───── SUPPLIED DATA
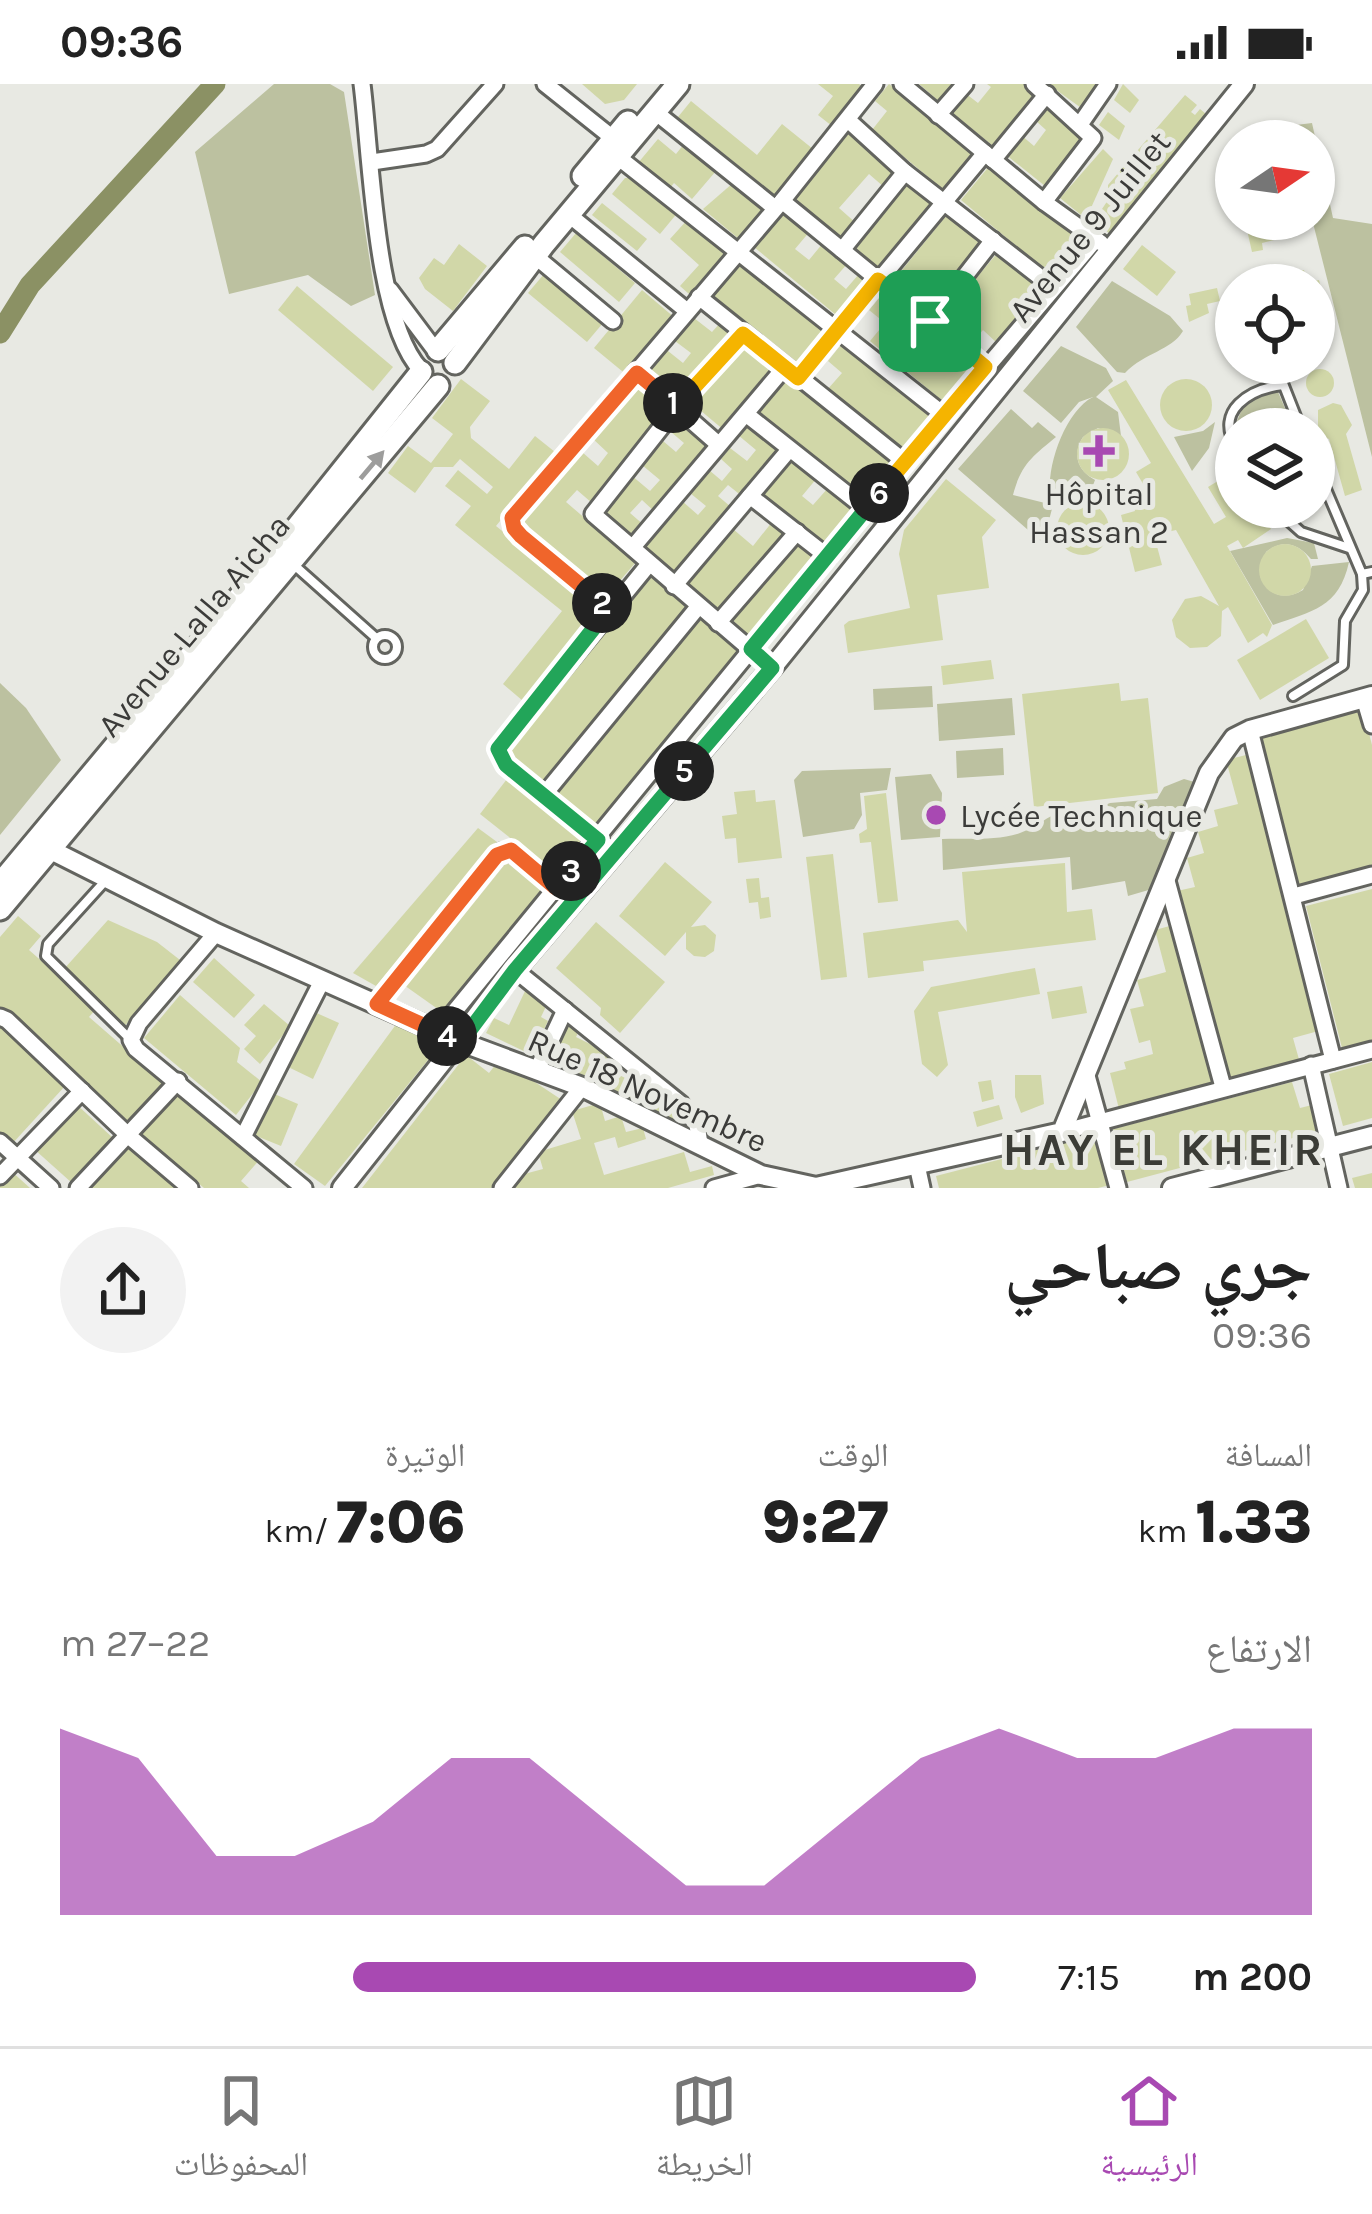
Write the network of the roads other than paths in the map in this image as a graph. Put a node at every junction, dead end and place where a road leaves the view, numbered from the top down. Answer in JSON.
{"nodes":[{"id":1,"x":362,"y":84,"type":"edge"},
{"id":2,"x":495,"y":84,"type":"edge"},
{"id":3,"x":545,"y":84,"type":"edge"},
{"id":4,"x":659,"y":84,"type":"edge"},
{"id":5,"x":678,"y":84,"type":"edge"},
{"id":6,"x":902,"y":84,"type":"edge"},
{"id":7,"x":964,"y":84,"type":"edge"},
{"id":8,"x":1108,"y":84,"type":"edge"},
{"id":9,"x":1244,"y":84,"type":"edge"},
{"id":10,"x":872,"y":85,"type":"edge"},
{"id":11,"x":1040,"y":89,"type":"edge"},
{"id":12,"x":654,"y":112,"type":"junction"},
{"id":13,"x":938,"y":115,"type":"junction"},
{"id":14,"x":848,"y":120,"type":"junction"},
{"id":15,"x":1081,"y":123,"type":"junction"},
{"id":16,"x":616,"y":148,"type":"junction"},
{"id":17,"x":989,"y":156,"type":"junction"},
{"id":18,"x":372,"y":162,"type":"junction"},
{"id":19,"x":905,"y":172,"type":"junction"},
{"id":20,"x":944,"y":201,"type":"junction"},
{"id":21,"x":1044,"y":202,"type":"junction"},
{"id":22,"x":779,"y":205,"type":"junction"},
{"id":23,"x":568,"y":214,"type":"junction"},
{"id":24,"x":993,"y":240,"type":"junction"},
{"id":25,"x":1102,"y":243,"type":"junction"},
{"id":26,"x":738,"y":250,"type":"junction"},
{"id":27,"x":842,"y":250,"type":"junction"},
{"id":28,"x":535,"y":256,"type":"junction"},
{"id":29,"x":878,"y":280,"type":"junction"},
{"id":30,"x":386,"y":286,"type":"junction"},
{"id":31,"x":1054,"y":288,"type":"junction"},
{"id":32,"x":699,"y":297,"type":"junction"},
{"id":33,"x":688,"y":311,"type":"junction"},
{"id":34,"x":613,"y":321,"type":"dead end"},
{"id":35,"x":930,"y":321,"type":"junction"},
{"id":36,"x":837,"y":330,"type":"junction"},
{"id":37,"x":743,"y":334,"type":"junction"},
{"id":38,"x":443,"y":354,"type":"junction"},
{"id":39,"x":985,"y":367,"type":"junction"},
{"id":40,"x":792,"y":372,"type":"junction"},
{"id":41,"x":637,"y":373,"type":"junction"},
{"id":42,"x":427,"y":376,"type":"junction"},
{"id":43,"x":1282,"y":385,"type":"joint"},
{"id":44,"x":677,"y":406,"type":"junction"},
{"id":45,"x":1238,"y":408,"type":"edge"},
{"id":46,"x":1292,"y":408,"type":"edge"},
{"id":47,"x":746,"y":414,"type":"junction"},
{"id":48,"x":944,"y":415,"type":"junction"},
{"id":49,"x":718,"y":444,"type":"junction"},
{"id":50,"x":788,"y":452,"type":"junction"},
{"id":51,"x":905,"y":462,"type":"junction"},
{"id":52,"x":750,"y":496,"type":"junction"},
{"id":53,"x":866,"y":509,"type":"junction"},
{"id":54,"x":1335,"y":511,"type":"edge"},
{"id":55,"x":1297,"y":528,"type":"edge"},
{"id":56,"x":797,"y":532,"type":"junction"},
{"id":57,"x":633,"y":547,"type":"junction"},
{"id":58,"x":1351,"y":549,"type":"junction"},
{"id":59,"x":284,"y":556,"type":"junction"},
{"id":60,"x":828,"y":557,"type":"junction"},
{"id":61,"x":649,"y":564,"type":"junction"},
{"id":62,"x":1367,"y":573,"type":"edge"},
{"id":63,"x":674,"y":586,"type":"junction"},
{"id":64,"x":1368,"y":589,"type":"edge"},
{"id":65,"x":698,"y":608,"type":"junction"},
{"id":66,"x":609,"y":609,"type":"junction"},
{"id":67,"x":718,"y":623,"type":"junction"},
{"id":68,"x":376,"y":638,"type":"dead end"},
{"id":69,"x":751,"y":649,"type":"junction"},
{"id":70,"x":772,"y":668,"type":"junction"},
{"id":71,"x":1293,"y":696,"type":"dead end"},
{"id":72,"x":1368,"y":697,"type":"edge"},
{"id":73,"x":1372,"y":725,"type":"edge"},
{"id":74,"x":1250,"y":730,"type":"junction"},
{"id":75,"x":543,"y":796,"type":"junction"},
{"id":76,"x":41,"y":846,"type":"junction"},
{"id":77,"x":606,"y":847,"type":"junction"},
{"id":78,"x":1165,"y":874,"type":"junction"},
{"id":79,"x":1372,"y":875,"type":"edge"},
{"id":80,"x":107,"y":879,"type":"junction"},
{"id":81,"x":0,"y":884,"type":"edge"},
{"id":82,"x":564,"y":895,"type":"junction"},
{"id":83,"x":1294,"y":896,"type":"junction"},
{"id":84,"x":0,"y":908,"type":"edge"},
{"id":85,"x":216,"y":933,"type":"junction"},
{"id":86,"x":515,"y":970,"type":"junction"},
{"id":87,"x":322,"y":981,"type":"junction"},
{"id":88,"x":377,"y":1004,"type":"junction"},
{"id":89,"x":565,"y":1010,"type":"junction"},
{"id":90,"x":0,"y":1017,"type":"edge"},
{"id":91,"x":450,"y":1017,"type":"dead end"},
{"id":92,"x":131,"y":1040,"type":"junction"},
{"id":93,"x":461,"y":1042,"type":"junction"},
{"id":94,"x":1372,"y":1050,"type":"edge"},
{"id":95,"x":1333,"y":1060,"type":"junction"},
{"id":96,"x":1311,"y":1065,"type":"junction"},
{"id":97,"x":537,"y":1070,"type":"junction"},
{"id":98,"x":1086,"y":1072,"type":"junction"},
{"id":99,"x":178,"y":1081,"type":"junction"},
{"id":100,"x":582,"y":1087,"type":"junction"},
{"id":101,"x":1223,"y":1087,"type":"junction"},
{"id":102,"x":82,"y":1091,"type":"junction"},
{"id":103,"x":1098,"y":1124,"type":"junction"},
{"id":104,"x":1062,"y":1132,"type":"junction"},
{"id":105,"x":1372,"y":1136,"type":"edge"},
{"id":106,"x":130,"y":1137,"type":"junction"},
{"id":107,"x":243,"y":1137,"type":"junction"},
{"id":108,"x":0,"y":1142,"type":"edge"},
{"id":109,"x":700,"y":1144,"type":"junction"},
{"id":110,"x":1329,"y":1148,"type":"junction"},
{"id":111,"x":7,"y":1163,"type":"edge"},
{"id":112,"x":917,"y":1165,"type":"junction"},
{"id":113,"x":761,"y":1175,"type":"junction"},
{"id":114,"x":1226,"y":1181,"type":"edge"},
{"id":115,"x":37,"y":1188,"type":"edge"},
{"id":116,"x":51,"y":1188,"type":"edge"},
{"id":117,"x":78,"y":1188,"type":"edge"},
{"id":118,"x":190,"y":1188,"type":"edge"},
{"id":119,"x":304,"y":1188,"type":"edge"},
{"id":120,"x":342,"y":1188,"type":"edge"},
{"id":121,"x":502,"y":1188,"type":"edge"},
{"id":122,"x":714,"y":1188,"type":"edge"},
{"id":123,"x":922,"y":1188,"type":"edge"},
{"id":124,"x":1118,"y":1188,"type":"edge"},
{"id":125,"x":1172,"y":1188,"type":"edge"},
{"id":126,"x":1339,"y":1188,"type":"edge"}],
"edges":[{"from":1,"to":18,"type":"street"},
{"from":2,"to":18,"type":"street"},
{"from":3,"to":16,"type":"street"},
{"from":4,"to":16,"type":"main road","name":"Avenue Lalla Aicha"},
{"from":5,"to":12,"type":"main road","name":"Avenue Lalla Aicha"},
{"from":6,"to":13,"type":"street"},
{"from":7,"to":13,"type":"street"},
{"from":8,"to":15,"type":"street"},
{"from":9,"to":25,"type":"street","name":"Avenue 9 Juillet"},
{"from":10,"to":14,"type":"street"},
{"from":11,"to":15,"type":"street"},
{"from":11,"to":17,"type":"street"},
{"from":12,"to":16,"type":"main road","name":"Avenue Lalla Aicha"},
{"from":12,"to":22,"type":"street"},
{"from":13,"to":17,"type":"street"},
{"from":14,"to":19,"type":"street"},
{"from":14,"to":22,"type":"street"},
{"from":15,"to":21,"type":"street"},
{"from":16,"to":23,"type":"main road","name":"Avenue Lalla Aicha"},
{"from":16,"to":26,"type":"street"},
{"from":16,"to":38,"type":"main road","name":"Avenue Lalla Aicha"},
{"from":17,"to":20,"type":"street"},
{"from":17,"to":21,"type":"street"},
{"from":18,"to":30,"type":"street"},
{"from":19,"to":20,"type":"street"},
{"from":19,"to":27,"type":"street"},
{"from":20,"to":24,"type":"street"},
{"from":20,"to":29,"type":"street"},
{"from":21,"to":25,"type":"street"},
{"from":22,"to":26,"type":"street"},
{"from":22,"to":27,"type":"street"},
{"from":23,"to":28,"type":"main road","name":"Avenue Lalla Aicha"},
{"from":23,"to":33,"type":"street"},
{"from":24,"to":31,"type":"street"},
{"from":24,"to":35,"type":"street"},
{"from":25,"to":31,"type":"street"},
{"from":25,"to":70,"type":"street","name":"Avenue 9 Juillet"},
{"from":26,"to":32,"type":"street"},
{"from":26,"to":36,"type":"street"},
{"from":27,"to":29,"type":"street"},
{"from":28,"to":34,"type":"street"},
{"from":28,"to":38,"type":"main road","name":"Avenue Lalla Aicha"},
{"from":29,"to":35,"type":"street"},
{"from":29,"to":36,"type":"street"},
{"from":30,"to":38,"type":"street"},
{"from":30,"to":42,"type":"street"},
{"from":31,"to":39,"type":"street"},
{"from":32,"to":33,"type":"street"},
{"from":32,"to":37,"type":"street"},
{"from":33,"to":41,"type":"street"},
{"from":35,"to":39,"type":"street"},
{"from":36,"to":40,"type":"street"},
{"from":36,"to":48,"type":"street"},
{"from":37,"to":40,"type":"street"},
{"from":37,"to":44,"type":"street"},
{"from":38,"to":42,"type":"main road","name":"Avenue Lalla Aicha"},
{"from":38,"to":42,"type":"main road","name":"Avenue Lalla Aicha"},
{"from":39,"to":48,"type":"street"},
{"from":40,"to":47,"type":"street"},
{"from":40,"to":51,"type":"street"},
{"from":41,"to":44,"type":"street"},
{"from":41,"to":66,"type":"street"},
{"from":42,"to":59,"type":"main road","name":"Avenue Lalla Aicha"},
{"from":43,"to":45,"type":"lane"},
{"from":43,"to":46,"type":"lane"},
{"from":44,"to":49,"type":"street"},
{"from":44,"to":57,"type":"street"},
{"from":47,"to":49,"type":"street"},
{"from":47,"to":50,"type":"street"},
{"from":48,"to":51,"type":"street"},
{"from":49,"to":57,"type":"street"},
{"from":50,"to":52,"type":"street"},
{"from":50,"to":53,"type":"street"},
{"from":51,"to":53,"type":"street"},
{"from":52,"to":56,"type":"street"},
{"from":52,"to":63,"type":"street"},
{"from":53,"to":60,"type":"street"},
{"from":54,"to":58,"type":"lane"},
{"from":55,"to":58,"type":"lane"},
{"from":56,"to":60,"type":"street"},
{"from":56,"to":67,"type":"street"},
{"from":57,"to":61,"type":"street"},
{"from":58,"to":62,"type":"lane"},
{"from":59,"to":68,"type":"lane"},
{"from":59,"to":76,"type":"main road","name":"Avenue Lalla Aicha"},
{"from":60,"to":69,"type":"street"},
{"from":61,"to":63,"type":"street"},
{"from":61,"to":66,"type":"street"},
{"from":62,"to":64,"type":"lane"},
{"from":63,"to":65,"type":"street"},
{"from":64,"to":71,"type":"lane"},
{"from":65,"to":67,"type":"street"},
{"from":65,"to":75,"type":"street"},
{"from":66,"to":75,"type":"street"},
{"from":67,"to":69,"type":"street"},
{"from":69,"to":70,"type":"street"},
{"from":69,"to":77,"type":"street"},
{"from":70,"to":77,"type":"street","name":"Avenue 9 Juillet"},
{"from":72,"to":73,"type":"street"},
{"from":72,"to":74,"type":"street"},
{"from":74,"to":78,"type":"street"},
{"from":74,"to":83,"type":"street"},
{"from":75,"to":77,"type":"street"},
{"from":76,"to":80,"type":"street","name":"Rue 18 Novembre"},
{"from":76,"to":81,"type":"main road","name":"Avenue Lalla Aicha"},
{"from":76,"to":84,"type":"main road","name":"Avenue Lalla Aicha"},
{"from":77,"to":82,"type":"street","name":"Avenue 9 Juillet"},
{"from":78,"to":98,"type":"street"},
{"from":78,"to":101,"type":"street"},
{"from":79,"to":83,"type":"street"},
{"from":80,"to":85,"type":"street","name":"Rue 18 Novembre"},
{"from":80,"to":92,"type":"lane"},
{"from":82,"to":86,"type":"street","name":"Avenue 9 Juillet"},
{"from":82,"to":88,"type":"street"},
{"from":82,"to":91,"type":"street"},
{"from":83,"to":95,"type":"street"},
{"from":85,"to":87,"type":"street","name":"Rue 18 Novembre"},
{"from":85,"to":92,"type":"street"},
{"from":86,"to":89,"type":"street"},
{"from":86,"to":93,"type":"street","name":"Avenue 9 Juillet"},
{"from":87,"to":88,"type":"street","name":"Rue 18 Novembre"},
{"from":87,"to":107,"type":"street"},
{"from":88,"to":93,"type":"street","name":"Rue 18 Novembre"},
{"from":89,"to":97,"type":"street"},
{"from":89,"to":109,"type":"street"},
{"from":90,"to":102,"type":"street"},
{"from":92,"to":99,"type":"street"},
{"from":93,"to":97,"type":"street","name":"Rue 18 Novembre"},
{"from":93,"to":120,"type":"street","name":"Avenue 9 Juillet"},
{"from":94,"to":95,"type":"street"},
{"from":95,"to":96,"type":"street"},
{"from":96,"to":101,"type":"street"},
{"from":96,"to":110,"type":"street"},
{"from":97,"to":100,"type":"street","name":"Rue 18 Novembre"},
{"from":98,"to":103,"type":"street"},
{"from":98,"to":104,"type":"street"},
{"from":99,"to":106,"type":"street"},
{"from":99,"to":107,"type":"street"},
{"from":100,"to":109,"type":"street","name":"Rue 18 Novembre"},
{"from":100,"to":121,"type":"street"},
{"from":101,"to":103,"type":"street"},
{"from":102,"to":106,"type":"street"},
{"from":102,"to":111,"type":"street"},
{"from":103,"to":104,"type":"street"},
{"from":103,"to":124,"type":"street"},
{"from":104,"to":112,"type":"street","name":"Rue 18 Novembre"},
{"from":105,"to":110,"type":"street"},
{"from":106,"to":117,"type":"street"},
{"from":106,"to":118,"type":"street"},
{"from":107,"to":119,"type":"street"},
{"from":108,"to":111,"type":"street"},
{"from":109,"to":113,"type":"street","name":"Rue 18 Novembre"},
{"from":110,"to":114,"type":"street"},
{"from":110,"to":126,"type":"street"},
{"from":111,"to":115,"type":"street"},
{"from":111,"to":116,"type":"street"},
{"from":112,"to":113,"type":"street","name":"Rue 18 Novembre"},
{"from":112,"to":123,"type":"street"},
{"from":113,"to":122,"type":"street"},
{"from":114,"to":125,"type":"street"}]}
──────────
**WHAT TO DO**
When a line of the data holds the string "lane", pick it out and copy it.

**FINISHED TASK**
{"from":43,"to":45,"type":"lane"},
{"from":43,"to":46,"type":"lane"},
{"from":54,"to":58,"type":"lane"},
{"from":55,"to":58,"type":"lane"},
{"from":58,"to":62,"type":"lane"},
{"from":59,"to":68,"type":"lane"},
{"from":62,"to":64,"type":"lane"},
{"from":64,"to":71,"type":"lane"},
{"from":80,"to":92,"type":"lane"},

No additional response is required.